GWU Course Catalogue Scraper (Python)
Gives you a CSV file of courses in a given subject, based on your filter criteria.
Prerequisites
- Python
- Git
- Chromedriver
Chromedriver
Installing Chromedriver (and Chrome Binary) on Mac:
brew install chromedriver
brew upgrade chromedriver
brew install google-chrome
NOTE: on Mac you need to also mark chromedriver as a trusted app from the Security and Privacy settings
Setup
Virtual Environment
Setup a virtual environment:
conda create -n courses-env python=3.10
conda activate courses-env
Install packages:
pip install -r requirements.txt
Configure environment variables in ".env" file:
# this is the ".env" file...
FLASK_APP="web_app"
HEADLESS_MODE=true
# Mac:
CHROME_BINARY_PATH="/Applications/Google Chrome.app/Contents/MacOS/Google Chrome"
Usage
Command Line App
Course Search Version 1 (Deprecated)
Browse the course catalogue for a give subject, and download a CSV file of the course listings:
python -m app.browser
# TERM_ID="202203" SUBJECT_ID="CSCI" python -m app.browser
NOTE: this creates a new subdirectory in the "exports" dir corresponding with the subject name, and downloads the files there (e.g. "exports/CSCI/courses.csv")

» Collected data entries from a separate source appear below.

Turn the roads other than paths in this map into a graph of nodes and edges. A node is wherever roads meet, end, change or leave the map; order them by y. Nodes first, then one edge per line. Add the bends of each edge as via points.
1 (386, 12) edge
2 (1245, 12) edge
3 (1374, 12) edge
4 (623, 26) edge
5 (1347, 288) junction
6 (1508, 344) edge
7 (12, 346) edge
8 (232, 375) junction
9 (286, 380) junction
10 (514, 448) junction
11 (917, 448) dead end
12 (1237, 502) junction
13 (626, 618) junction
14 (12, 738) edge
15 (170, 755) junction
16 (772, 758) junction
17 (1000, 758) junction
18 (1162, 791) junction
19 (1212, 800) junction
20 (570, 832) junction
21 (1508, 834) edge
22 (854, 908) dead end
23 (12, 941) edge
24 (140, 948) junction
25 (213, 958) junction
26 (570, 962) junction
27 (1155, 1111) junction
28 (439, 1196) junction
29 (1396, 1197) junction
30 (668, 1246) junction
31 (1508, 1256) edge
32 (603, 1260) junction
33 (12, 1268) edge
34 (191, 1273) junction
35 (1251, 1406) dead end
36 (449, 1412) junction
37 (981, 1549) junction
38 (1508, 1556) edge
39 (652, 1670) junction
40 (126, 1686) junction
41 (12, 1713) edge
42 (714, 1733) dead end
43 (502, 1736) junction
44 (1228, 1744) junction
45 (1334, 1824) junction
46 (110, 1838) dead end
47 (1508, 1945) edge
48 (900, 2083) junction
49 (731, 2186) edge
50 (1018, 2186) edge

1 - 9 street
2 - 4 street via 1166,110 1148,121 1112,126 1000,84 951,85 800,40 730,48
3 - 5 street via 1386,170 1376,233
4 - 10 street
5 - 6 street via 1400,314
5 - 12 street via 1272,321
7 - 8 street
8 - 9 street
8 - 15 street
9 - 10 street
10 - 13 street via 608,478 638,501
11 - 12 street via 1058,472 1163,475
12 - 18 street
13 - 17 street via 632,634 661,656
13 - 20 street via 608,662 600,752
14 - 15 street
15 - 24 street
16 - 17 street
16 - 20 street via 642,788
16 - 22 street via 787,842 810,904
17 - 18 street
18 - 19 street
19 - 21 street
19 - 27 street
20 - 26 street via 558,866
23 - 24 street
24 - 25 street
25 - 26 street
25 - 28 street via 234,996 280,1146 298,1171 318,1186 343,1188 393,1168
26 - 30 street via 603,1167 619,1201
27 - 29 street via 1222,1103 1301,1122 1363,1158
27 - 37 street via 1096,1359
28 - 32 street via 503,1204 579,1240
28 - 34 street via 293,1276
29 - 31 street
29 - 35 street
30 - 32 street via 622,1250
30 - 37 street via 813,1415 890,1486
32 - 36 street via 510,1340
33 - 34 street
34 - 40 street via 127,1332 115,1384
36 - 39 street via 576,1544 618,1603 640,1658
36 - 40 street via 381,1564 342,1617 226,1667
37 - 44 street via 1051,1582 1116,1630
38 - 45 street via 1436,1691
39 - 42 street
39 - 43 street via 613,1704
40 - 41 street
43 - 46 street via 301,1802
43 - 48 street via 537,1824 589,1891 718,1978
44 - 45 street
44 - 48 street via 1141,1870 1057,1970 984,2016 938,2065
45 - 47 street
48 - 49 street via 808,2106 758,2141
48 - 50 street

After doing this for all interested subjects, compile a single file of all courses:
python -m app.compiler
Course Search Version 2
This newer version stores the data in memory, and also leverages threading to speed up the process:
python -m app.multisubject
# HEADLESS_MODE=true TERM_ID="202303" SUBJECT_IDS="CSCI, EMSE" python -m app.multisubject
Web App
Put the app in headless mode via HEADLESS_MODE=true
in the ".env" file.
Run local webserver (then visit localhost:5000):
#FLASK_APP=web_app flask run
# flask --app web_app run --debug
flask --app web_app run --debugger
Testing
Run tests:
pytest
# APP_ENV="CI" pytest